AIM OF THE TASK ▸
Among the entries below, how many lines hold "dead"? Reply with the number only.

===== RECORD EXTRACTS =====

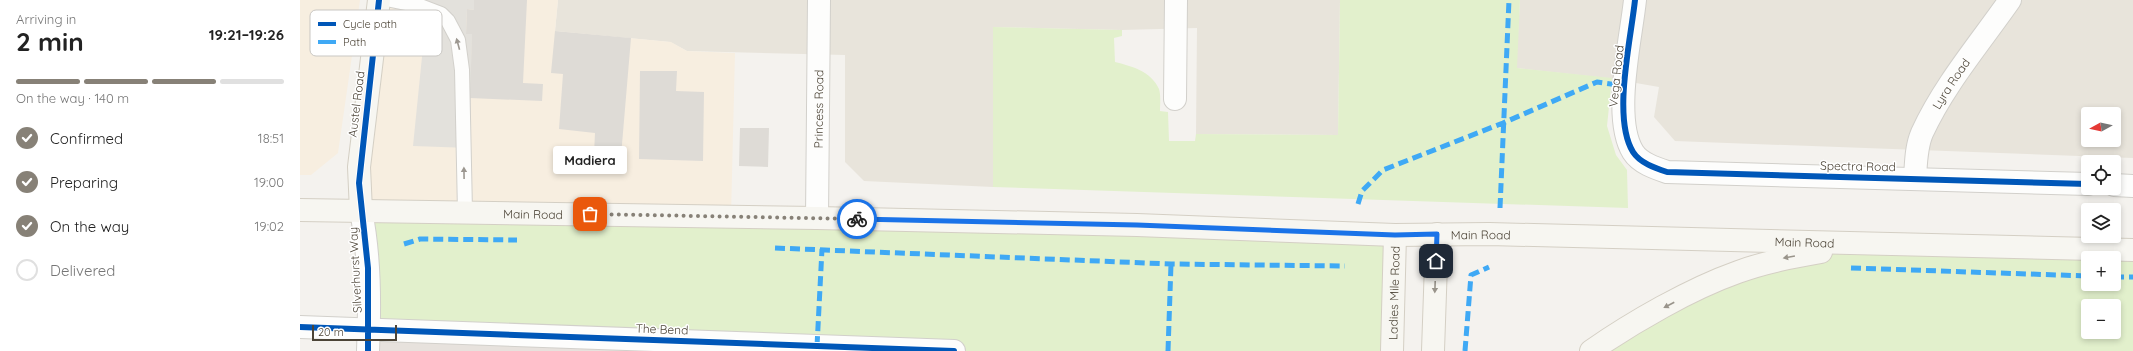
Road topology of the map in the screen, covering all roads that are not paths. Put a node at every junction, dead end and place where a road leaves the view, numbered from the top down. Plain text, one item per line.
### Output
1 (379, 0) edge
2 (390, 0) edge
3 (820, 0) edge
4 (1176, 0) edge
5 (1636, 0) edge
6 (2010, 0) edge
7 (378, 10) edge
8 (430, 10) edge
9 (442, 15) edge
10 (372, 56) edge
11 (1175, 99) dead end
12 (1634, 153) joint
13 (1915, 178) junction
14 (2081, 184) edge
15 (2121, 185) edge
16 (2133, 186) edge
17 (300, 210) edge
18 (361, 211) junction
19 (465, 212) junction
20 (817, 218) junction
21 (1437, 234) junction
22 (1395, 235) junction
23 (1898, 244) junction
24 (2133, 250) edge
25 (300, 327) edge
26 (368, 330) junction
27 (590, 344) edge
28 (802, 348) edge
29 (368, 351) edge
30 (954, 351) edge
31 (1392, 351) edge
32 (1433, 351) edge
33 (1591, 351) edge

1 - 7 main road, Austel Road
8 -> 2 lane
3 - 20 street, Princess Road
4 - 11 street
5 - 12 street, Vega Road
6 - 13 street, Lyra Road
19 -> 9 lane
10 - 18 main road, Austel Road
12 - 13 street, Spectra Road
13 - 14 street, Spectra Road
15 - 16 street
17 - 18 main road, Main Road
18 - 19 main road, Main Road
18 - 26 street, Silverhurst Way
19 - 20 main road, Main Road
20 - 22 main road, Main Road
21 - 22 main road, Main Road
21 - 23 main road, Main Road
21 -> 32 main road
22 - 31 main road, Ladies Mile Road
23 - 24 main road, Main Road
23 -> 33 main road
25 - 26 street, The Bend
26 - 27 street, The Bend
26 - 29 street, Silverhurst Way
27 - 28 street, The Bend
28 - 30 street, The Bend

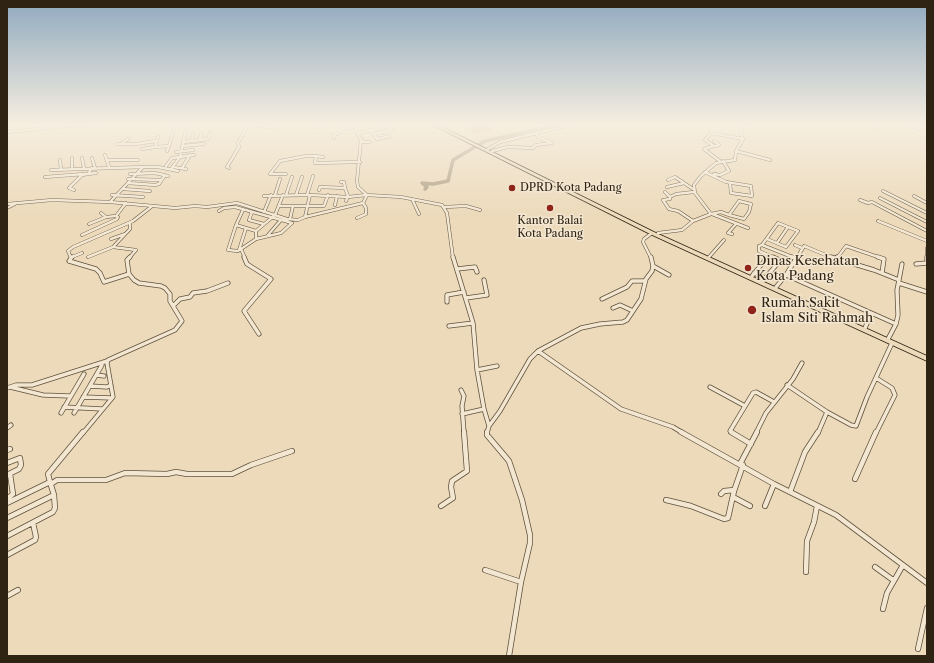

=====

FINISHED TASK ▸
2